Definition of Bear Market
A financial market which is characterised by a consistent fall in the prices of securities is called a bear market. In this market, pessimism is prevalent, and the investors take a short position, i.e. due to the anticipation of loss by holding them, securities are sold by the investors. In the bear market, stock trading declines, returns are low, investor confidence is low, and often accompanied by the recession in the economy.
Those investors who expect the prices to fall are called bears, and the sentiment is known as bearish.
Key Differences Between Bull and Bear Market
The difference between bull and bear market can be drawn clearly on the following grounds:
- The market is considered as a bulls market when there is a rise in the overall performance of the market. Bears market is the one which undergoes a huge decline in the market performance.
- In bulls market, the outlook of the investors is optimistic. On the other hand, the investor’s view of future is pessimistic, in the bears market.
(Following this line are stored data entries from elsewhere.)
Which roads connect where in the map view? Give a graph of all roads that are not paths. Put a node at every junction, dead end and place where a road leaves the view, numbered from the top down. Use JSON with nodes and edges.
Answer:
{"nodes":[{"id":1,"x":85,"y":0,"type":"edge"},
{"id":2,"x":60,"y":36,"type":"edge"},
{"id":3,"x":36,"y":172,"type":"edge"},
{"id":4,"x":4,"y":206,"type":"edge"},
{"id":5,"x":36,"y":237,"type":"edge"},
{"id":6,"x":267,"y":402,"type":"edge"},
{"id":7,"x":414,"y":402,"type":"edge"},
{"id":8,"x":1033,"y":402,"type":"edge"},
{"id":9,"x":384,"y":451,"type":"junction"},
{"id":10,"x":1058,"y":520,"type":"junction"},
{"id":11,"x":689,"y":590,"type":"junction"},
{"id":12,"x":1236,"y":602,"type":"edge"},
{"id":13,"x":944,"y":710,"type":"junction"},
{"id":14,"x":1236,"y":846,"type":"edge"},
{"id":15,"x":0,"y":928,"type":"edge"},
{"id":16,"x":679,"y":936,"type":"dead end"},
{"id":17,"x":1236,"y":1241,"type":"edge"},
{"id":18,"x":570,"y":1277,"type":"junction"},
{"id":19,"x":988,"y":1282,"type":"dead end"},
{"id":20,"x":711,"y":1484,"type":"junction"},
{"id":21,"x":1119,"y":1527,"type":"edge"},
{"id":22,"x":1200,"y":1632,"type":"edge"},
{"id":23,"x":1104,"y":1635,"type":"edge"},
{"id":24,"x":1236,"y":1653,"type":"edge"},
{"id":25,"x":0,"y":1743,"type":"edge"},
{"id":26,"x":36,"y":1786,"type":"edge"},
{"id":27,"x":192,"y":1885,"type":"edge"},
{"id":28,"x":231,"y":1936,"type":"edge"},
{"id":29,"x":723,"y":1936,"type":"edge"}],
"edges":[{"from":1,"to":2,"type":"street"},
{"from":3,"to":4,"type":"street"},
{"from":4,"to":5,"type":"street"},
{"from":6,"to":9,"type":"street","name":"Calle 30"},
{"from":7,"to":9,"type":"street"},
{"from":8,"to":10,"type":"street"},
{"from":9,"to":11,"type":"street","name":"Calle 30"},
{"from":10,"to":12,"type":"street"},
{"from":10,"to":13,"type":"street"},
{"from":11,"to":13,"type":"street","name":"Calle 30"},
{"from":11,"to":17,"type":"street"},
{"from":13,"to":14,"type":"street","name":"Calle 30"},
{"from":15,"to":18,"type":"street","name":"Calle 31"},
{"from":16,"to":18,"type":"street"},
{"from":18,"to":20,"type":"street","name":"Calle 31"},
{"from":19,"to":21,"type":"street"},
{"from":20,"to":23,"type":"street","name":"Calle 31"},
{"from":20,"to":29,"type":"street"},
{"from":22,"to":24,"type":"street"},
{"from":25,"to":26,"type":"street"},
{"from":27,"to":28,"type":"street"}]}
- In bulls market, the investors take a long position, i.e. they buy the security, so that when the prices go up beyond the contracted price, they make a profit. Conversely, in the bears market, the investors take a short position, i.e. they sell the security, so that when the prices go down beyond the contracted price, they make a profit.
- The investor’s response towards the bulls market is positive as the market goes up, more and more people will be attracted towards the stock market and invest their money in the hope of getting good returns. As against this, in the bears market, the response of investors is negative because due to the continuous fall, investors are afraid of investing money in the stock market.
- In bulls market, the stock prices are high, which is just opposite in the case of bears market.
- The trading of stock is high in bulls market, but in bears market, the stock trading is comparatively low.
- When the stock market is dominated by bulls, the economy grows, while, if the bears dominate the market, the economy declines.
- In bulls market, there are strong market indicators. Unlike bears market where one can find weak market indicators.
Conclusion
Investors switch to various modes on the basis of a number of factors such as global economic concerns, the financial performance of the business entity, national economic data, etc.
The market is said to be a bulls market when a rise of 20% in the whole sole performance of the stock market is observed. On the contrary, bears market is when the overall downfall of 20% in the performance, is noticed. In simple terms, when the market trend is rising, it’s bull market, whereas if there is a fall, its a bear market.